The chain starts at State x, a uniform distribution of set S = {1,2,3,...30}. If the current state is page $i$, select page $j$ uniformly from the union of the results from each search engine. If the rank of $j$ < rank of $i$ in 2 of the 3 engines that rank both $i$ and $j$, move to $j$. Else, remain at $i$.

I understand the above no problem. The sorting point is where I am stuck however. The paper I am using that explains this says:

This is known as a Markov process, where the transition matrix $P$ has $$P(i, j) = \frac{1}{n}$$ if a majority of the input rankings prefer j to i, and $$P(i, i) = 1−\sum_{j≠i} P(i, j)$$ Under certain conditions, this process has a unique (up to scalar multiples) limiting distribution $x$ that satisfies $x = xP$, where $x(i)$ gives the fraction of time the process spends at element $i$. Dwork et al. propose sorting the elements by non-increasing $x(i)$ values. To ensure that the process has a unique limiting distribution $x$, we use a "random jump": with probability $δ > 0$, we will choose a random element and move to this element (regardless of whether this element is preferred to the current element). In our experiments we have used $δ= \frac{1}{7}$ , which is the value of $δ$ that is often chosen in the literature for PageRank implementations.
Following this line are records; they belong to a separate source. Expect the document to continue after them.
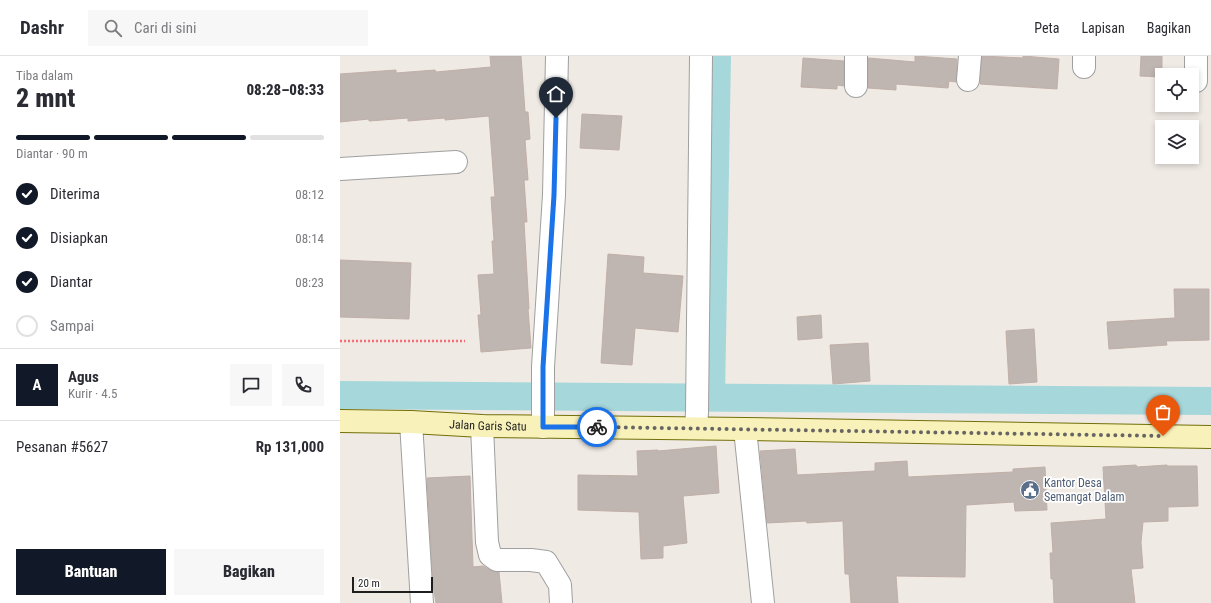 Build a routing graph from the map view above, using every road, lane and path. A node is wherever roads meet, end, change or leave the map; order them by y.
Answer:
1 (557, 56) edge
2 (702, 56) edge
3 (856, 56) edge
4 (970, 56) edge
5 (1196, 56) edge
6 (1196, 68) edge
7 (968, 80) dead end
8 (856, 86) dead end
9 (456, 162) dead end
10 (340, 169) edge
11 (340, 341) edge
12 (465, 341) dead end
13 (543, 417) junction
14 (696, 420) junction
15 (340, 421) edge
16 (411, 422) junction
17 (482, 426) junction
18 (744, 429) junction
19 (1211, 437) edge
20 (422, 603) edge
21 (561, 603) edge
22 (763, 603) edge

1 - 13 street
2 - 14 street
3 - 8 street
4 - 7 street
5 - 6 street
9 - 10 street
11 - 12 path
13 - 14 street, Jalan Garis Satu
13 - 17 street, Jalan Garis Satu
14 - 18 street, Jalan Garis Satu
15 - 16 street, Jalan Garis Satu
16 - 17 street, Jalan Garis Satu
16 - 20 street
17 - 21 street
18 - 19 street, Jalan Garis Satu
18 - 22 street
Could someone please explain this to me in plain english because I am completely lost with it at this stage. I don't really understand the whole concept. This paper can be found here with this specific part on page 43.

It may help if I add a small example. I have 5 result pages from 3 search engines. These are their rankings:

        engine1  engine2  engine3
Page 1     1        2        2
Page 2     4        3        1
Page 3     2        4        5 
Page 4     5        5        3
Page 5     3        1        4

If page 1 is the start point, to move to page 2 it has to have a lower rank than page 1 in 2 out of 3 of the search engines. The probability of this is $\frac{x}{n}$. I don't know if n should be 3 or 5? That's my first major problem!

  • 1
    Are you familiar with what a Markov process and an equilibrium distribution are?2012-06-22
  • 0
    @GenericHuman my understanding of the Markov Process is that it is the probability of moving from one state to another, depending on a certain criteria. I don't know what equilibrium distribution is.2012-06-22

1 Answers 1

3

We have $n=|S|=5$: the states are the individual pages, so for 3 engines returning 5 possibly duplicate pages, you could have anywhere from 5 to 15 states.

Define the relation between pages $j\prec i$ if and only if $j$ is ranked better than $i$ in a majority of engines. This relation is a partial order, and lower elements are "better". The intuitive goal is to build a Markov chain following this relation to start from a random page and gradually improve the quality of the result.

Accordingly, the definition of $P$ is such that any path in the Markov chain must be decreasing in the sense of $\prec$, and it can always be extended until we land on a minimal element. Such an element is not unique in general: for example, $i$ could be ranked (1,2,3) and $j$ could be ranked (1,3,2), so that $i\not\prec j$ and $j\not\prec i$. Once we are at a minimal element, we can no longer move: we say that the distribution assigning probability 1 to $i$ is stationary for the chain (a distribution is simply a probability measure on the set of states, that is a set of weights summing to 1).

But because there are several stationary distributions, where we land depends on where we started from: we say that there is no equilibrium distribution. This is annoying because we have to pick a sensible starting state, and this won't give good results anyway since we will only get a single non-zero probability page in the stationary distribution.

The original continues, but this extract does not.